- _What needs to be done_: Nothing in the records may change when you print them out again.

- _Records for this exercise_:
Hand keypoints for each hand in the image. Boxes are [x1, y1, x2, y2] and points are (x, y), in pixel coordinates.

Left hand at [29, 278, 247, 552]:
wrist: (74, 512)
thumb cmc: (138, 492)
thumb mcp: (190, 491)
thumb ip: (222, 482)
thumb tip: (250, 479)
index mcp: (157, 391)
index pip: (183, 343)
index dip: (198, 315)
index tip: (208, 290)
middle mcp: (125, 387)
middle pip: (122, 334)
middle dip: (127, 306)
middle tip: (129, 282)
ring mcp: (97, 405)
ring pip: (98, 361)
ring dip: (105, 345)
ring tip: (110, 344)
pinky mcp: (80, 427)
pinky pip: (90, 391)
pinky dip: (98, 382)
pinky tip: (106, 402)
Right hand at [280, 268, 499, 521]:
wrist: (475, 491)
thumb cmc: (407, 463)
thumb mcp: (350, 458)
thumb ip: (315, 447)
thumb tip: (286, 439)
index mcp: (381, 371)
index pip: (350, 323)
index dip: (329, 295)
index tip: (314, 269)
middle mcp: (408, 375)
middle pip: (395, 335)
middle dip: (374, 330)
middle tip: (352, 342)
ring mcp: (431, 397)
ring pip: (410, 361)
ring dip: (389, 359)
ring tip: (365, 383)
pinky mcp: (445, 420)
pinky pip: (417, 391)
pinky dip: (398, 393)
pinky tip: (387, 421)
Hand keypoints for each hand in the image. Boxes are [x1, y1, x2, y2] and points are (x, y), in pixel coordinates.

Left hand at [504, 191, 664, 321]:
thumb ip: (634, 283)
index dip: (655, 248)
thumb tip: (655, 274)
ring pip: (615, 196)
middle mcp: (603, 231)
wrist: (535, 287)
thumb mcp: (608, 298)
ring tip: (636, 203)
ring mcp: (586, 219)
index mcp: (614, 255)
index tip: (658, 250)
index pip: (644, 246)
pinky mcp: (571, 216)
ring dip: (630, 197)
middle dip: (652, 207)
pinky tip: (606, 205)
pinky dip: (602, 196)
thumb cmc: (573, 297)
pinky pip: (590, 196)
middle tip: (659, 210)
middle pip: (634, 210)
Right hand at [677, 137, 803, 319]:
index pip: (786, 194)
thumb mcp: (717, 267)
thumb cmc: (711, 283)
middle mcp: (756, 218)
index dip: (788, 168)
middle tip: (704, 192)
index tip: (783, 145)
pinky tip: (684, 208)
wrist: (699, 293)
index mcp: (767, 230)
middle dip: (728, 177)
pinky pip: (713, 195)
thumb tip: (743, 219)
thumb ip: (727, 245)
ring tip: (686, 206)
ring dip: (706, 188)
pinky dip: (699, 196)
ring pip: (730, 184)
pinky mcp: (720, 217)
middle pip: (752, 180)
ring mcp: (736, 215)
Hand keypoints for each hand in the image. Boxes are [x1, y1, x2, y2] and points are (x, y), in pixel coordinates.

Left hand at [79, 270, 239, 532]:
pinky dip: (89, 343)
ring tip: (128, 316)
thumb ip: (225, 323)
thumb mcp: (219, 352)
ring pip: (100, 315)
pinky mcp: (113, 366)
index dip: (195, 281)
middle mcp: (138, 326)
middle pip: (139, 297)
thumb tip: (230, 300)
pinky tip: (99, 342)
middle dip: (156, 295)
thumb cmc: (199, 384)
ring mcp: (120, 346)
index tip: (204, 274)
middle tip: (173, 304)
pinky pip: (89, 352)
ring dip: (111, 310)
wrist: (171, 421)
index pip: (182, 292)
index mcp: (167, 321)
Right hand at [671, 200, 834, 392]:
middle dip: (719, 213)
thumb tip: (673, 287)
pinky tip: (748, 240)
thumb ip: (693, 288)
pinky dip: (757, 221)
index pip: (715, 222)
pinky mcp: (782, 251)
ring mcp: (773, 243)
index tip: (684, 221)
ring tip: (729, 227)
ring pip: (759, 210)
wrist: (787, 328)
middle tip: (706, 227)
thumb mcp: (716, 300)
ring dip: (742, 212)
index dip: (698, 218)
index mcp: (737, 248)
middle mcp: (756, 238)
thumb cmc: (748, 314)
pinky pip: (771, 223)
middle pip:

- _Output for this task_:
Hand keypoints for each hand in the image. Boxes are [x1, y1, x2, y2] and points are (x, y), in pixel coordinates.

Left hand at [29, 278, 247, 552]:
wrist: (74, 512)
thumb cmc: (138, 492)
thumb mcp: (190, 491)
thumb ip: (222, 482)
thumb tip: (250, 479)
index mcp: (157, 391)
index pip: (183, 343)
index dip: (198, 315)
index tip: (208, 290)
middle mcp: (125, 387)
middle pip: (122, 334)
middle dip: (127, 306)
middle tip: (129, 282)
ring mcp: (97, 405)
ring pip: (98, 361)
ring dip: (105, 345)
ring tip: (110, 344)
pinky mcp: (80, 427)
pinky pip: (90, 391)
pinky dip: (98, 382)
pinky tip: (106, 402)
Right hand at [280, 268, 499, 521]:
wrist: (475, 491)
thumb cmc: (407, 463)
thumb mcp: (350, 458)
thumb ip: (315, 447)
thumb tip: (286, 439)
index mcp: (381, 371)
index pip: (350, 323)
index dip: (329, 295)
index tip: (314, 269)
middle mcp: (408, 375)
middle pip: (395, 335)
middle dip: (374, 330)
middle tip: (352, 342)
ring mcp: (431, 397)
ring pip: (410, 361)
ring dip: (389, 359)
ring tip: (365, 383)
pinky mcp: (445, 420)
pinky pip: (417, 391)
pinky dip: (398, 393)
pinky tip: (387, 421)
Hand keypoints for each hand in the image. Boxes are [x1, y1, x2, y2] and points are (x, y), in pixel coordinates.

Left hand at [504, 191, 664, 321]:
thumb ip: (634, 283)
index dip: (655, 248)
thumb tip: (655, 274)
ring pip: (615, 196)
middle mcp: (603, 231)
wrist: (535, 287)
thumb mcp: (608, 298)
ring tip: (636, 203)
ring mcp: (586, 219)
index mcp: (614, 255)
index tip: (658, 250)
index pip: (644, 246)
pinky mcp: (571, 216)
ring dip: (630, 197)
middle dip: (652, 207)
pinky tip: (606, 205)
pinky dip: (602, 196)
thumb cmc: (573, 297)
pinky pip: (590, 196)
middle tip: (659, 210)
middle pip: (634, 210)
Right hand at [677, 137, 803, 319]:
index pip: (786, 194)
thumb mcp: (717, 267)
thumb cmc: (711, 283)
middle mcp: (756, 218)
index dip: (788, 168)
middle tip: (704, 192)
index tip: (783, 145)
pinky tip: (684, 208)
wrist: (699, 293)
index mcp: (767, 230)
middle dip: (728, 177)
pinky pip: (713, 195)
thumb tip: (743, 219)
thumb ip: (727, 245)
ring tip: (686, 206)
ring dip: (706, 188)
pinky dip: (699, 196)
ring pip: (730, 184)
pinky mcp: (720, 217)
middle pip: (752, 180)
ring mcp: (736, 215)
Hand keypoints for each hand in the image. Boxes are [x1, y1, x2, y2] and points are (x, y), in pixel coordinates.

Left hand at [79, 270, 239, 532]:
pinky dip: (89, 343)
ring tip: (128, 316)
thumb ip: (225, 323)
thumb mcp: (219, 352)
ring pip: (100, 315)
pinky mcp: (113, 366)
index dip: (195, 281)
middle mcp: (138, 326)
middle pip: (139, 297)
thumb tip: (230, 300)
pinky tip: (99, 342)
middle dip: (156, 295)
thumb cmc: (199, 384)
ring mcp: (120, 346)
index tip: (204, 274)
middle tip: (173, 304)
pinky pip: (89, 352)
ring dip: (111, 310)
wrist: (171, 421)
index pip: (182, 292)
index mcp: (167, 321)
Right hand at [671, 200, 834, 392]:
middle dip: (719, 213)
thumb tip: (673, 287)
pinky tip: (748, 240)
thumb ip: (693, 288)
pinky dip: (757, 221)
index pip: (715, 222)
pinky mcp: (782, 251)
ring mcp: (773, 243)
index tip: (684, 221)
ring tip: (729, 227)
ring pip: (759, 210)
wrist: (787, 328)
middle tip: (706, 227)
thumb mcp: (716, 300)
ring dip: (742, 212)
index dip: (698, 218)
index mcp: (737, 248)
middle mcp: (756, 238)
thumb cmc: (748, 314)
pinky pip: (771, 223)
middle pip:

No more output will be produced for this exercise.